In 1960 Bishop Ceslaus Sipovich appointed him rector of the Belarusian Catholic Mission in the United Kingdom. He joined the Association of Belarusians in Great Britain and served as its board member and deputy chair.

Haroshka's sizeable and valuable book collection became one of the building blocks of the Francis Skaryna Belarusian Library in London, which was initiated with his involvement in 1969 and officially opened in 1971.
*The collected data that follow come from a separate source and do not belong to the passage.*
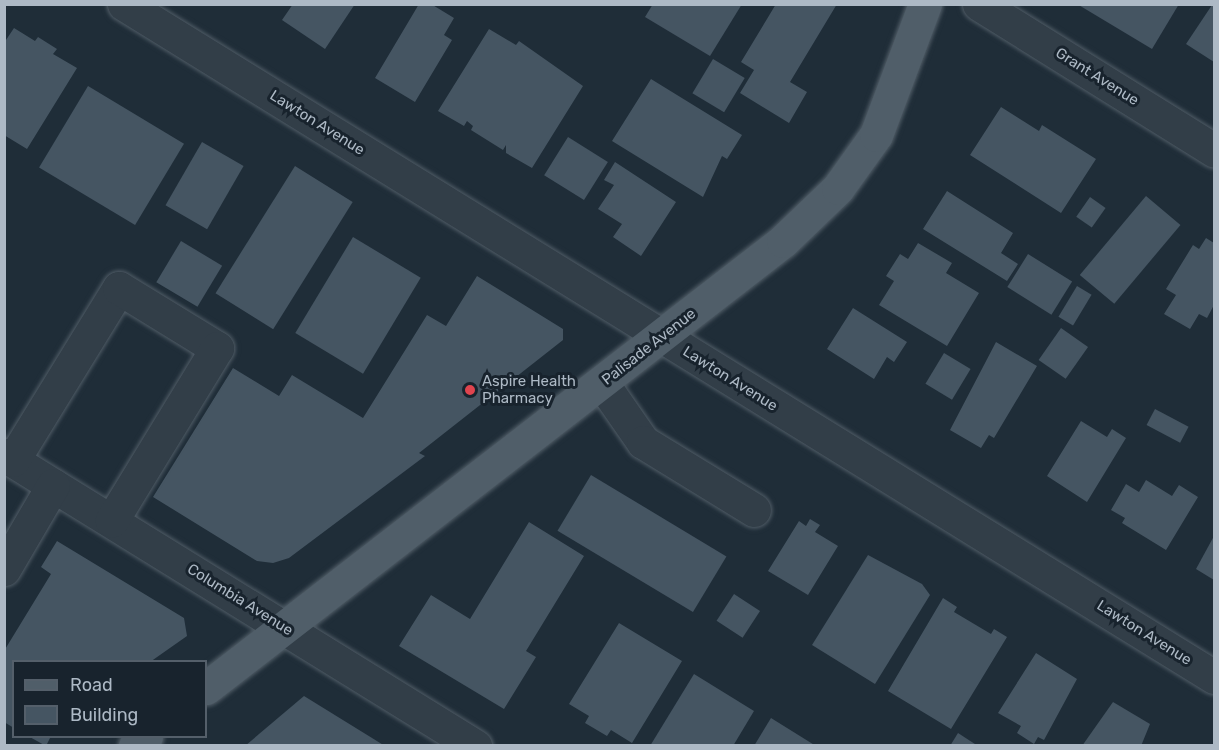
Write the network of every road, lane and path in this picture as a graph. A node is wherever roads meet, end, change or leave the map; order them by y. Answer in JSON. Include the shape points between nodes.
{"nodes":[{"id":1,"x":124,"y":4,"type":"edge"},
{"id":2,"x":925,"y":4,"type":"edge"},
{"id":3,"x":979,"y":4,"type":"edge"},
{"id":4,"x":1215,"y":150,"type":"edge"},
{"id":5,"x":663,"y":337,"type":"junction"},
{"id":6,"x":602,"y":383,"type":"junction"},
{"id":7,"x":9,"y":458,"type":"edge"},
{"id":8,"x":53,"y":485,"type":"junction"},
{"id":9,"x":754,"y":510,"type":"dead end"},
{"id":10,"x":112,"y":520,"type":"junction"},
{"id":11,"x":4,"y":569,"type":"edge"},
{"id":12,"x":283,"y":627,"type":"junction"},
{"id":13,"x":1215,"y":677,"type":"edge"},
{"id":14,"x":207,"y":687,"type":"edge"},
{"id":15,"x":475,"y":746,"type":"edge"}],
"edges":[{"from":1,"to":5,"type":"street","name":"Lawton Avenue"},
{"from":2,"to":5,"type":"main road","name":"Palisade Avenue","via":[[876,135],[838,188],[783,241]]},
{"from":3,"to":4,"type":"street","name":"Grant Avenue"},
{"from":5,"to":6,"type":"main road","name":"Palisade Avenue"},
{"from":5,"to":13,"type":"street","name":"Lawton Avenue"},
{"from":6,"to":9,"type":"street","via":[[643,442]]},
{"from":6,"to":12,"type":"main road","name":"Palisade Avenue"},
{"from":7,"to":8,"type":"street","name":"Columbia Avenue"},
{"from":7,"to":10,"type":"street","via":[[118,288],[208,342],[217,348]]},
{"from":8,"to":10,"type":"street","name":"Columbia Avenue"},
{"from":8,"to":11,"type":"street"},
{"from":10,"to":12,"type":"street","name":"Columbia Avenue"},
{"from":12,"to":14,"type":"main road","name":"Palisade Avenue"},
{"from":12,"to":15,"type":"street","name":"Columbia Avenue"}]}
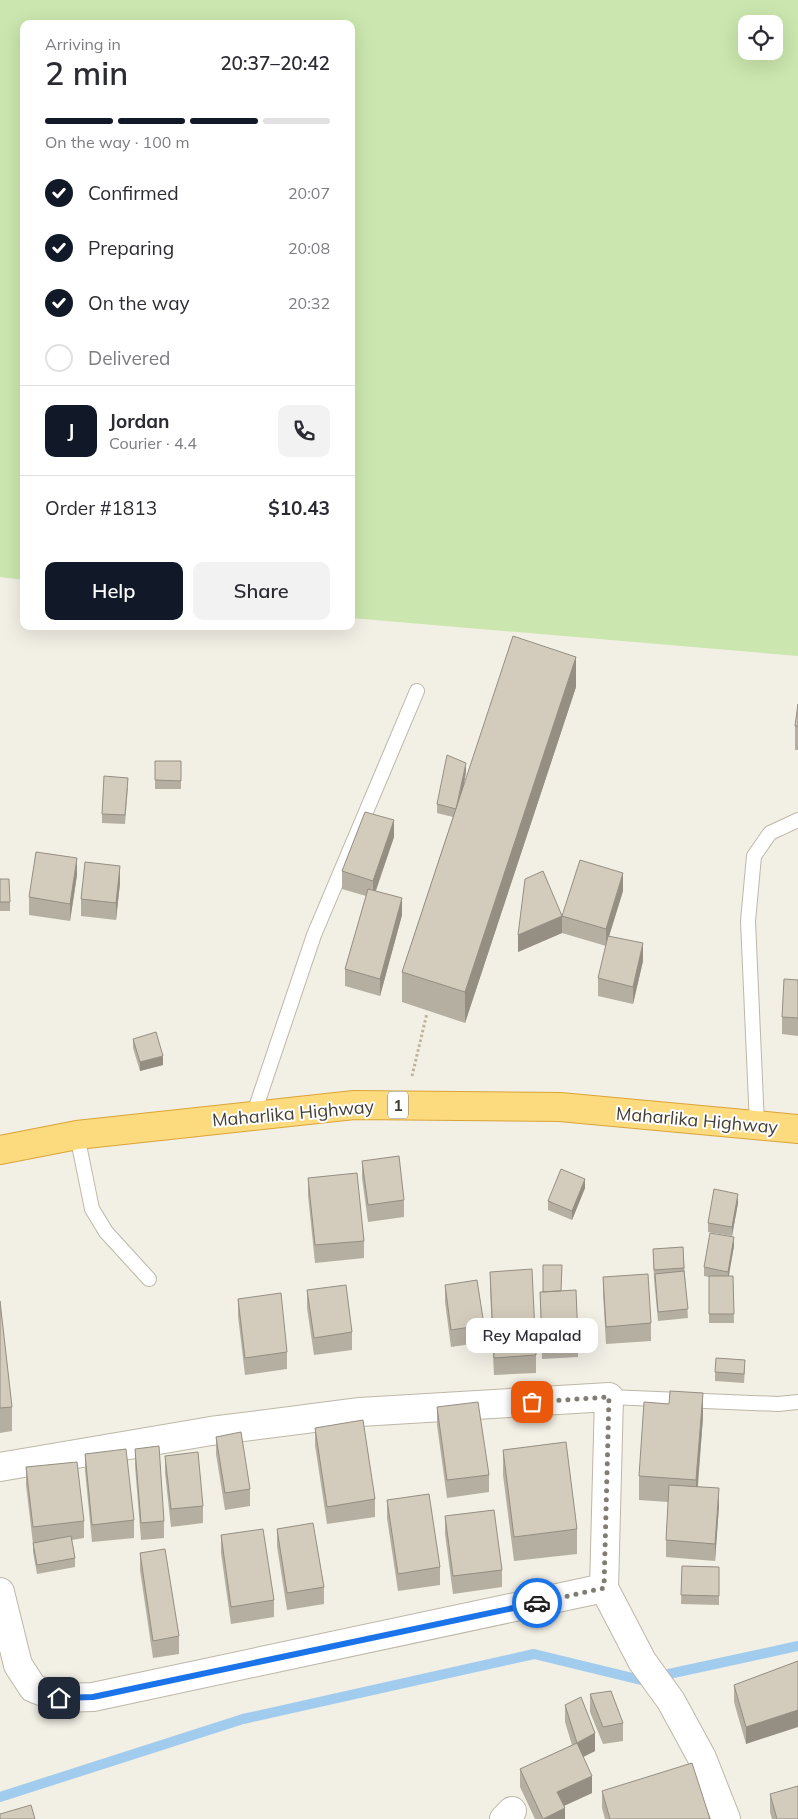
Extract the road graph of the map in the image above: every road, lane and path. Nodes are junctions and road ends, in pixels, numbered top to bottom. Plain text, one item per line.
1 (417, 691) dead end
2 (798, 820) edge
3 (427, 1013) dead end
4 (406, 1105) junction
5 (253, 1116) junction
6 (757, 1125) junction
7 (798, 1129) edge
8 (77, 1135) junction
9 (0, 1150) edge
10 (149, 1279) dead end
11 (609, 1397) junction
12 (798, 1402) edge
13 (0, 1467) edge
14 (604, 1588) junction
15 (0, 1592) edge
16 (726, 1819) edge

1 - 5 lane
2 - 6 lane
3 - 4 path
4 - 5 highway, Maharlika Highway / 1
4 - 6 highway, Maharlika Highway / 1
5 - 8 highway, Maharlika Highway / 1
6 - 7 highway, Maharlika Highway / 1
8 - 9 highway, Maharlika Highway / 1
8 - 10 lane
11 - 12 lane
11 - 13 street
11 - 14 street
14 - 15 street
14 - 16 street

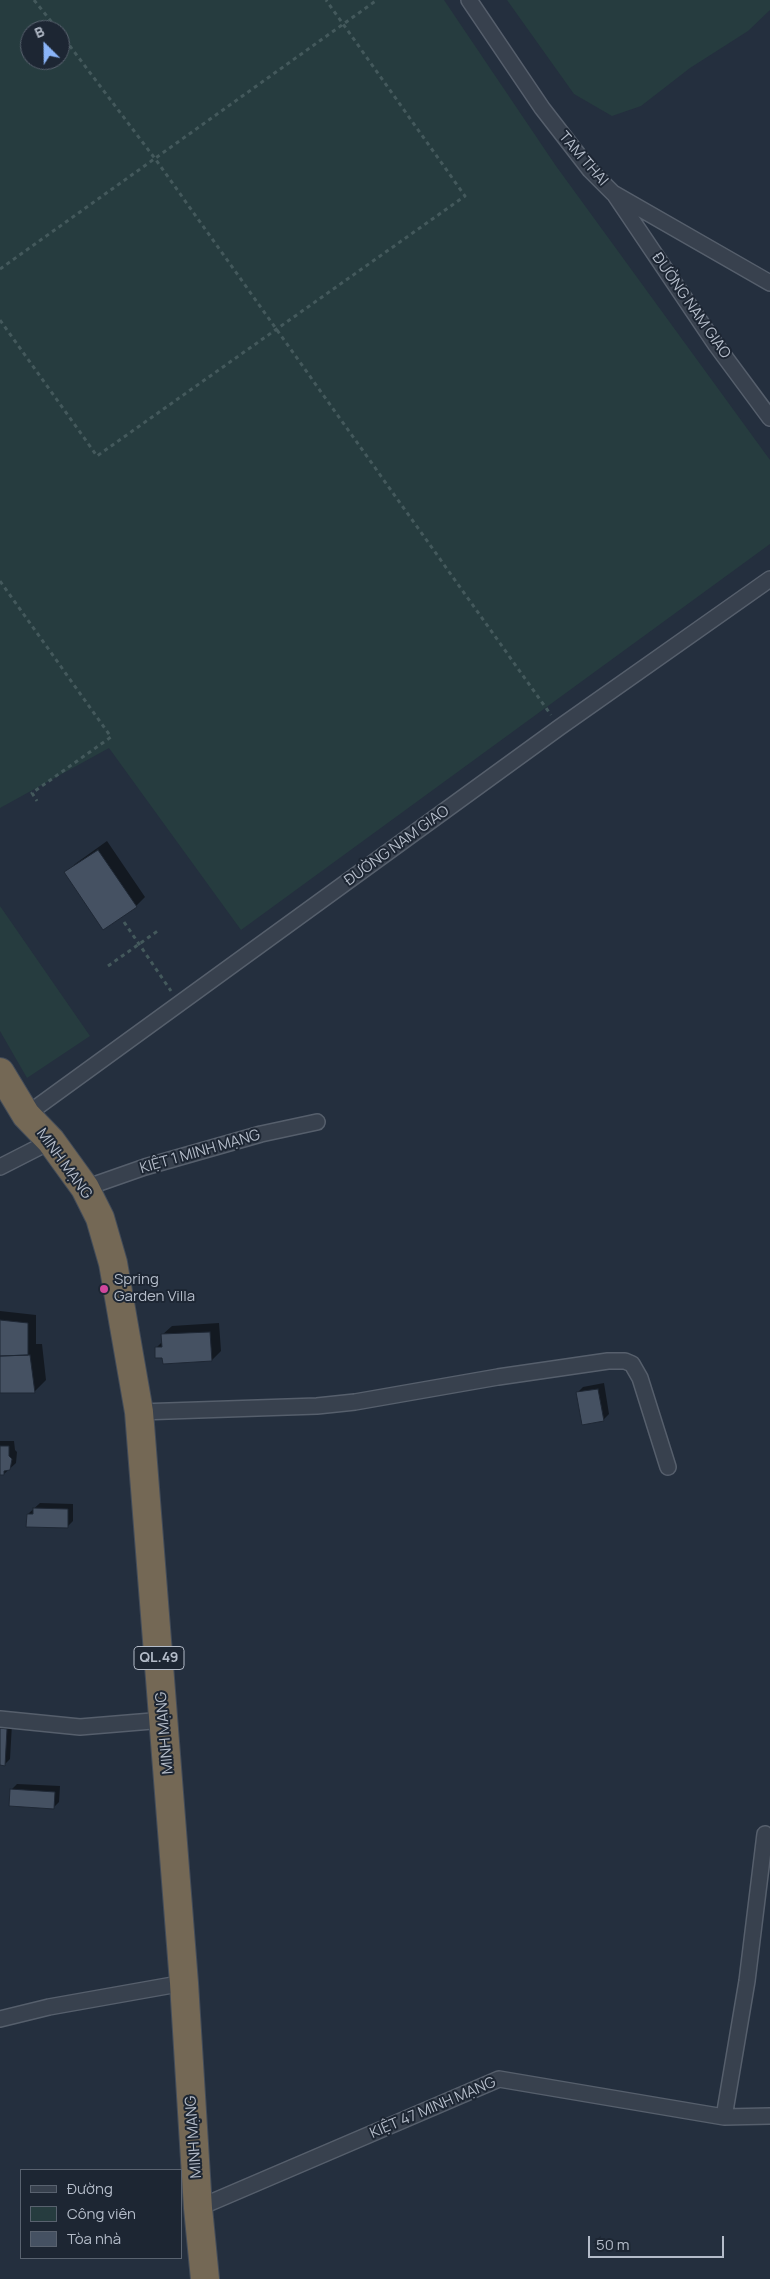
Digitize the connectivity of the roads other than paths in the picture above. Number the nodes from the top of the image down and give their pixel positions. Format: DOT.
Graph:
graph roads {
  1 [pos="469,0"];
  2 [pos="613,193"];
  3 [pos="770,283"];
  4 [pos="770,418"];
  5 [pos="770,580"];
  6 [pos="0,1072"];
  7 [pos="26,1115"];
  8 [pos="317,1122"];
  9 [pos="51,1141"];
  10 [pos="0,1168"];
  11 [pos="85,1188"];
  12 [pos="139,1412"];
  13 [pos="668,1467"];
  14 [pos="0,1719"];
  15 [pos="164,1720"];
  16 [pos="765,1834"];
  17 [pos="184,1983"];
  18 [pos="0,2019"];
  19 [pos="770,2116"];
  20 [pos="724,2117"];
  21 [pos="198,2208"];
  22 [pos="206,2279"];
  1 -- 2 [label="street, TAM THAI"];
  2 -- 3 [label="street, TAM THAI"];
  2 -- 4 [label="street, ĐƯỜNG NAM GIAO"];
  5 -- 7 [label="street, ĐƯỜNG NAM GIAO"];
  6 -- 7 [label="highway, MINH MẠNG / QL.49"];
  7 -- 9 [label="highway, MINH MẠNG / QL.49"];
  8 -- 11 [label="street, KIỆT 1 MINH MẠNG"];
  9 -- 10 [label="street"];
  9 -- 11 [label="highway, MINH MẠNG / QL.49"];
  11 -- 12 [label="highway, MINH MẠNG / QL.49"];
  12 -- 13 [label="street"];
  12 -- 15 [label="highway, MINH MẠNG / QL.49"];
  14 -- 15 [label="street"];
  15 -- 17 [label="highway, MINH MẠNG / QL.49"];
  16 -- 20 [label="street"];
  17 -- 18 [label="street"];
  17 -- 21 [label="highway, MINH MẠNG / QL.49"];
  19 -- 20 [label="street, KIỆT 47 MINH MẠNG"];
  20 -- 21 [label="street, KIỆT 47 MINH MẠNG"];
  21 -- 22 [label="highway, MINH MẠNG / QL.49"];
}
From 1970 he lived in Rome and headed the Belarusian section of Vatican Radio.

== Death ==
Haroshka died on 8 August 1977 in Paris while undergoing surgery. He is buried at the St Pancras and Islington cemetery in North London alongside a number of other prominent Belarusian figures.

== Notable works ==
Garoshka's academic works cover multiple areas and include:

- philosophical and theological "Soul" ("Душа") (1948)
- scientific "The Origins of man in the light of modern facts" ("Паходжаньне чалавека ў сьвятле сучасных фактаў") (1948)
- historic "St Euphrosyne–Pradslava of Polatsk. A patron of Belarus" (Сьв. Ефрасіньня-Прадслава Полацкая. Патронка Беларусі) (1950),
- historic "Belarus in dates, numbers and facts" ("Беларусь у датах, лічбах, фактах") (1953),
- linguistic "Distinct characteristics of the Belarusian language" ("Своеасаблівасьці беларускае мовы") (1951)
- historic lang|be|Under the sign of 'Russian' and 'Polish' faiths" ("Пад знакам „рускае“ і „польскае“ веры") (1954/55)
- historic "The causes of Polonisation in Belarus" ("Прычыны паланізацыі на Беларусі") (1955)
- a Greek–Latin–Church Slavonic–Belarusian dictionary
- a compilation of Belarusian sayings and proverbs with over 20000 entries.

Apart from the academic papers, he wrote dozens of stories under pen-name Anatoí Žmienia.